Nell’autunno del 2006 il CRAF (Centro di Ricerca e Archiviazione della Fotografia) ha ricevuto dal Consorzio Universitario di Pordenone una parte dell’enorme patrimonio dei materiali che Lanfranco Colombo ha raccolto nel corso della sua attività professionale. Immagini, volumi monografici, periodici, testimonianze provenienti dalla collezione che è stata in gran parte fatto oggetto di donazioni, alcune delle quali destinate all'estero (al Ministero della Cultura Repubblica Popolare Cinese; alla città di Perth in Australia; Universidad Popular de Puebla e a Città del Messico, in Messico) altre, tra le più cospicue, in Italia: alla Regione Lombardia, dando origine al Museo di Fotografia contemporanea di Cinisello Balsamo a Villa Ghirlanda; alla Fondazione 3M; al CSAC di Parma; all'Accademia Carrara di Bergamo; alla Biblioteca Civica di Seregno ed al centro di documentazione Scavi Scaligeri di Verona.
I materiali acquisiti dal CRAF sono di varia natura.
Documenti d’archivio strettamente legati all’attività di direttore della Galleria “Il Diaframma” dal 1967 al 1992: i curricula dei fotografi che hanno esposto o che sono stati oggetto d’esame durante l’intera vita espositiva della prima galleria privata europea esclusivamente dedicata alla fotografia.
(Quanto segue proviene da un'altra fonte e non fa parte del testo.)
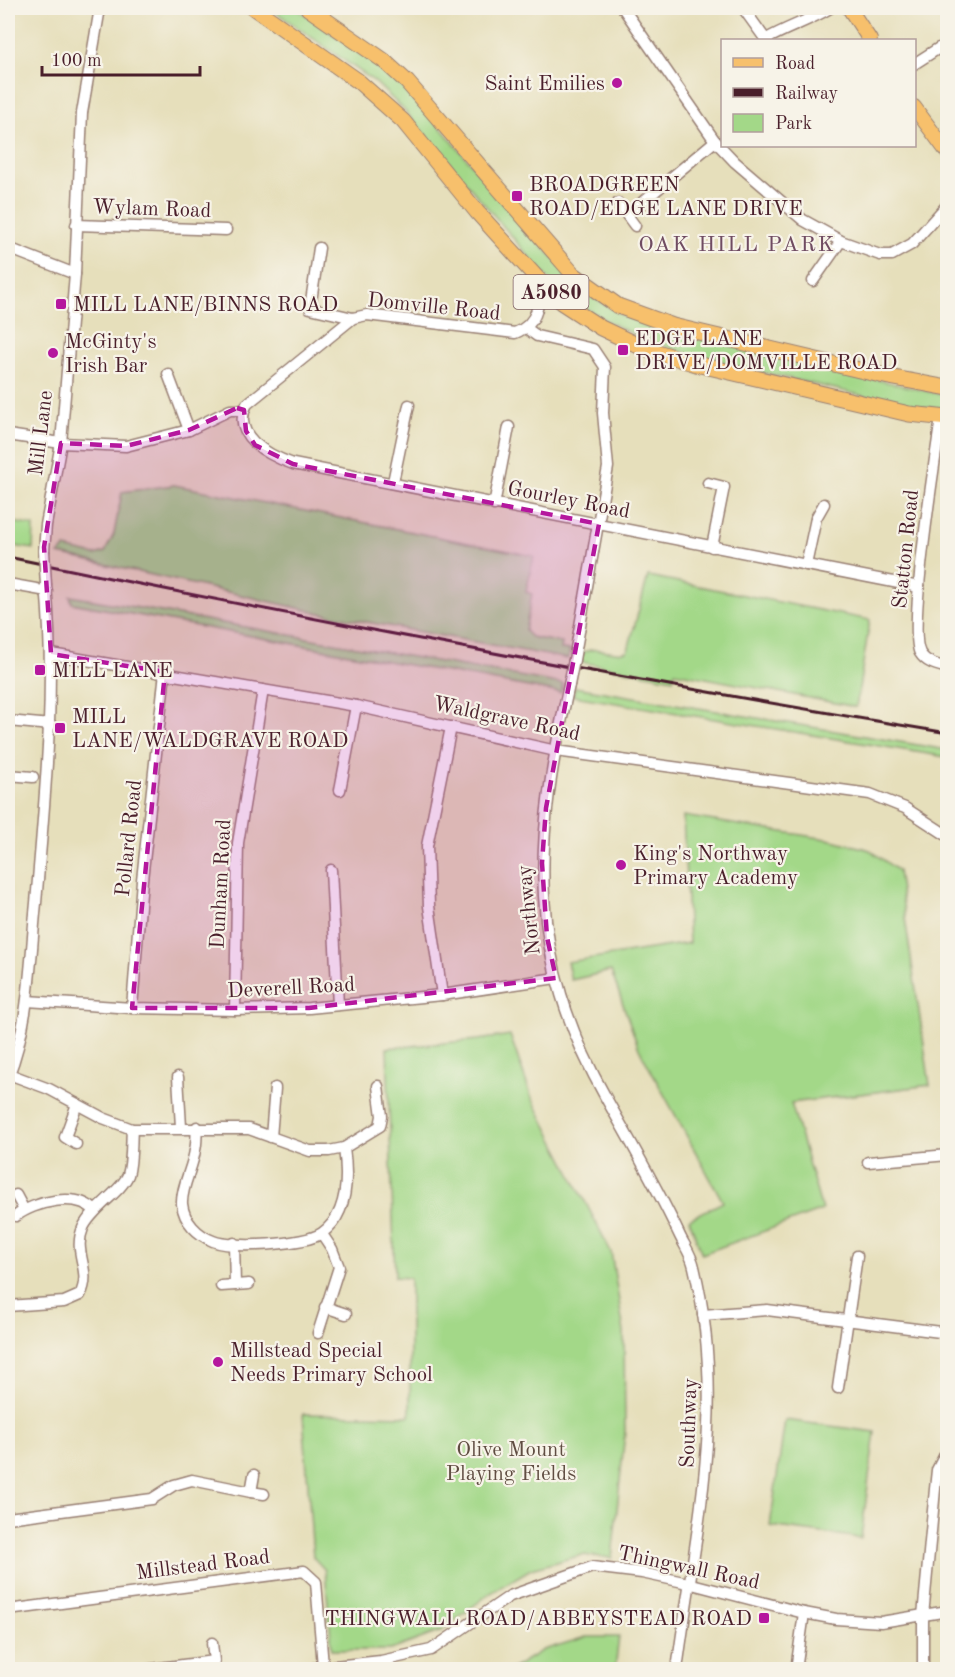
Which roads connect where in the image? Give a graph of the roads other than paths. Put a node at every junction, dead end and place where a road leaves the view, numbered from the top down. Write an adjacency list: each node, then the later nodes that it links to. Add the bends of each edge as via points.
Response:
1 (100, 8): 20 (street, Mill Lane, via 82,113)
2 (254, 8): 27 (highway, A5080, via 358,81 403,121)
3 (308, 8): 32 (highway, A5080, via 383,60 407,82 573,274 618,306 673,326)
4 (623, 8): 15 (street)
5 (743, 8): 8 (street)
6 (830, 8): 9 (street)
7 (853, 9): 10 (main road)
8 (764, 39)
9 (767, 39)
10 (869, 39)
11 (948, 46): 12 (street)
12 (916, 63)
13 (916, 108): 14 (main road)
14 (943, 138): 16 (main road)
15 (715, 141): 19 (street); 23 (street, via 804,220)
16 (948, 153)
17 (618, 203): 19 (street)
18 (948, 204): 23 (street, via 898,254 880,255)
19 (627, 215): 21 (street)
20 (76, 225): 22 (street, Wylam Road); 26 (street, Mill Lane)
21 (635, 226)
22 (226, 230)
23 (840, 241): 28 (street)
24 (8, 248): 26 (street)
25 (319, 248): 29 (street, via 310,308)
26 (75, 273): 39 (street, Mill Lane)
27 (537, 278): 30 (street, Domville Road, via 537,313); 35 (highway, A5080, via 561,302 601,328 664,355 909,414)
28 (813, 282)
29 (353, 318): 30 (street, Domville Road, via 367,315 509,334); 34 (street, Domville Road)
30 (526, 328): 44 (street, Northway, via 537,336 585,345 602,360 608,466)
31 (168, 374): 37 (street)
32 (948, 388)
33 (409, 405): 40 (street)
34 (244, 410): 37 (street, via 230,410); 40 (street, Gourley Road, via 246,431 267,455 293,464)
35 (944, 418): 48 (street, Statton Road)
36 (509, 426): 43 (street)
37 (189, 430): 39 (street, via 126,446)
38 (8, 435): 39 (street)
39 (61, 443): 49 (street, Mill Lane, bridge, via 46,525)
40 (393, 482): 43 (street, Gourley Road)
41 (708, 483): 45 (street, via 724,487)
42 (824, 504): 46 (street, via 816,518)
43 (494, 505): 44 (street, Gourley Road)
44 (599, 525): 45 (street, Gourley Road); 58 (street, Northway, bridge)
45 (712, 547): 46 (street, Gourley Road)
46 (806, 565): 48 (street, Gourley Road)
47 (8, 584): 49 (street)
48 (919, 587): 51 (street, Statton Road, via 916,642 921,654 933,664)
49 (47, 588): 50 (street, Mill Lane)
50 (51, 654): 52 (street, Waldgrave Road); 56 (street, Mill Lane)
51 (948, 668)
52 (165, 672): 53 (street, Waldgrave Road); 68 (street, Pollard Road)
53 (263, 690): 54 (street, Waldgrave Road); 69 (street, Dunham Road, via 238,843)
54 (356, 706): 57 (street, Waldgrave Road); 61 (street)
55 (8, 722): 56 (street)
56 (51, 725): 66 (street, Mill Lane)
57 (451, 727): 58 (street, Waldgrave Road); 65 (street, via 427,846 429,906)
58 (556, 751): 62 (street, Waldgrave Road, via 870,794 905,808); 64 (street, Northway, via 542,846 547,937)
59 (8, 775): 60 (street)
60 (33, 777)
61 (340, 790)
62 (948, 836)
63 (331, 870): 67 (street)
64 (556, 978): 65 (street, Deverell Road); 88 (street, Northway, via 570,1026 588,1067 661,1196)
65 (442, 995): 67 (street, Deverell Road)
66 (27, 1001): 68 (street, Deverell Road); 70 (street, Mill Lane)
67 (338, 1005): 69 (street, Deverell Road)
68 (132, 1008): 69 (street, Deverell Road)
69 (235, 1010)
70 (8, 1076): 74 (street, via 49,1089)
71 (178, 1077): 75 (street)
72 (378, 1086): 80 (street, via 374,1100 380,1126)
73 (275, 1088): 78 (street)
74 (77, 1104): 77 (street); 79 (street, via 61,1140)
75 (181, 1127): 76 (street); 77 (street)
76 (197, 1127): 78 (street, via 249,1129); 86 (street, via 196,1150 182,1204 192,1228 202,1236)
77 (132, 1129): 84 (street, via 128,1176)
78 (271, 1137): 80 (street, via 310,1151)
79 (76, 1144)
80 (344, 1148): 85 (street, via 346,1192 333,1222)
81 (948, 1155): 82 (street)
82 (868, 1162)
83 (16, 1195): 84 (street, via 20,1213 46,1203 74,1200)
84 (95, 1211): 92 (street, via 83,1228 80,1241 79,1255 87,1275 80,1295 64,1302)
85 (322, 1234): 86 (street, via 297,1243); 93 (street, via 339,1267)
86 (234, 1243): 90 (street)
87 (857, 1256): 96 (street)
88 (694, 1264): 95 (street, Southway)
89 (249, 1284): 90 (street)
90 (235, 1285): 91 (street)
91 (221, 1286)
92 (8, 1306)
93 (325, 1307): 94 (street); 97 (street)
94 (346, 1314)
95 (703, 1315): 96 (street, via 768,1310); 105 (street, Southway, via 711,1388 709,1443)
96 (848, 1322): 98 (street); 99 (street)
97 (318, 1333)
98 (948, 1333)
99 (838, 1388)
100 (948, 1449): 109 (street, via 937,1470)
101 (254, 1475): 102 (street)
102 (251, 1492): 103 (street); 104 (street, via 192,1480 174,1485 152,1499)
103 (264, 1494)
104 (8, 1518)
105 (688, 1583): 108 (street, Thingwall Road); 111 (street, Thingwall Road, via 591,1567 510,1596 431,1650 381,1661); 114 (street, Southway)
106 (8, 1610): 111 (street, Millstead Road, via 304,1571 316,1582)
107 (948, 1611): 109 (street, Thingwall Road)
108 (804, 1614): 109 (street, Thingwall Road, via 881,1622); 115 (street)
109 (923, 1616): 116 (street)
110 (213, 1643): 112 (street, via 214,1661)
111 (323, 1666): 113 (street, Thingwall Road)
112 (144, 1670)
113 (298, 1670)
114 (677, 1670)
115 (796, 1670)
116 (923, 1670)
Le mostre ivi allestite sono documentate sin dalle prime tappe della loro organizzazione: il progetto, con allegate proposte e preventivi contabili; la corrispondenza epistolare; la rassegna stampa; la raccolta sistematica del corredo di testimonianze quali: brochure, locandine, inviti, servizi fotografici scattati durante le inaugurazioni ecc. materiali che diventano preziosi testimoni di momenti divenuti ormai storici.
Dell’attività di via Brera il Centro conserva più di duemila immagini tra diapositive, negativi, positivi originali oltre a riproduzioni spesso utilizzate per le pubblicazioni che seguivano le proposte culturali, mostre ed iniziative che la galleria promuoveva quale naturale conseguenza di una dibattito teorico e pratico sulla fotografia iniziato da Colombo tra le pagine della rivista “Popular Photography Italiana” di cui aveva assunto la direzione nel marzo del 1966.
È proprio relativa all’attività editoriale è la parte più consistente per mole di materiali donati: circa duemila monografie ed ottomila periodici di cui circa duecentocinquanta titoli tra riviste, italiane ed estere, specializzate in fotografia, cinema, grafica, arte, tempo libero. Uno dei rari casi di emeroteca specializzata sulla fotografia che possa garantire un completo panorama oltre che sulle riviste in cui Lanfranco Colombo è stato direttore e/o ha collaborato come: Popular Photography Italiana, poi Diaframma Fotografia Italiana, Fotopratica, Imago, Chiaroscuro ed Infinito. Sono inoltre presenti, pressoché complete, riviste storiche nazionali come: Progresso Fotografico, Photo 13, Fotologia, Foto pratica ed internazionali: le americane US Camera, Camera International e Camera Work, le inglesi British Journal of Photography, Creative Camera e Camera 35, la francese Camera, le tedesche Du, Foto magazine, Fotografie, l’austriaca Camera Austria. Popular Photography anche nelle edizioni americana, svedese e canadese. La collezione possiede anche una sezione di riviste più tecniche come: Magazine Leica, Nikon, Kodak, Polaroid, Agfa Color e Canon ed altre tuttora in corso di stampa/pubblicazione come: Zoom, Photo, Gente di fotografia e Juliet.
Oltre a queste il CRAF può offrire in consultazione numerosi altri periodici.

Il Fondo Colombo è stato oggetto di una mostra di presentazione nell'ambito della manifestazione SpilimbergoFotografia07. Alcune serie di fotografie sono state catalogate in SIRFOST.
Il lavoro di prima analisi del fondo è stato realizzato in fase di stage post-laurea (Univesità di VE) da Francesca Seravalle.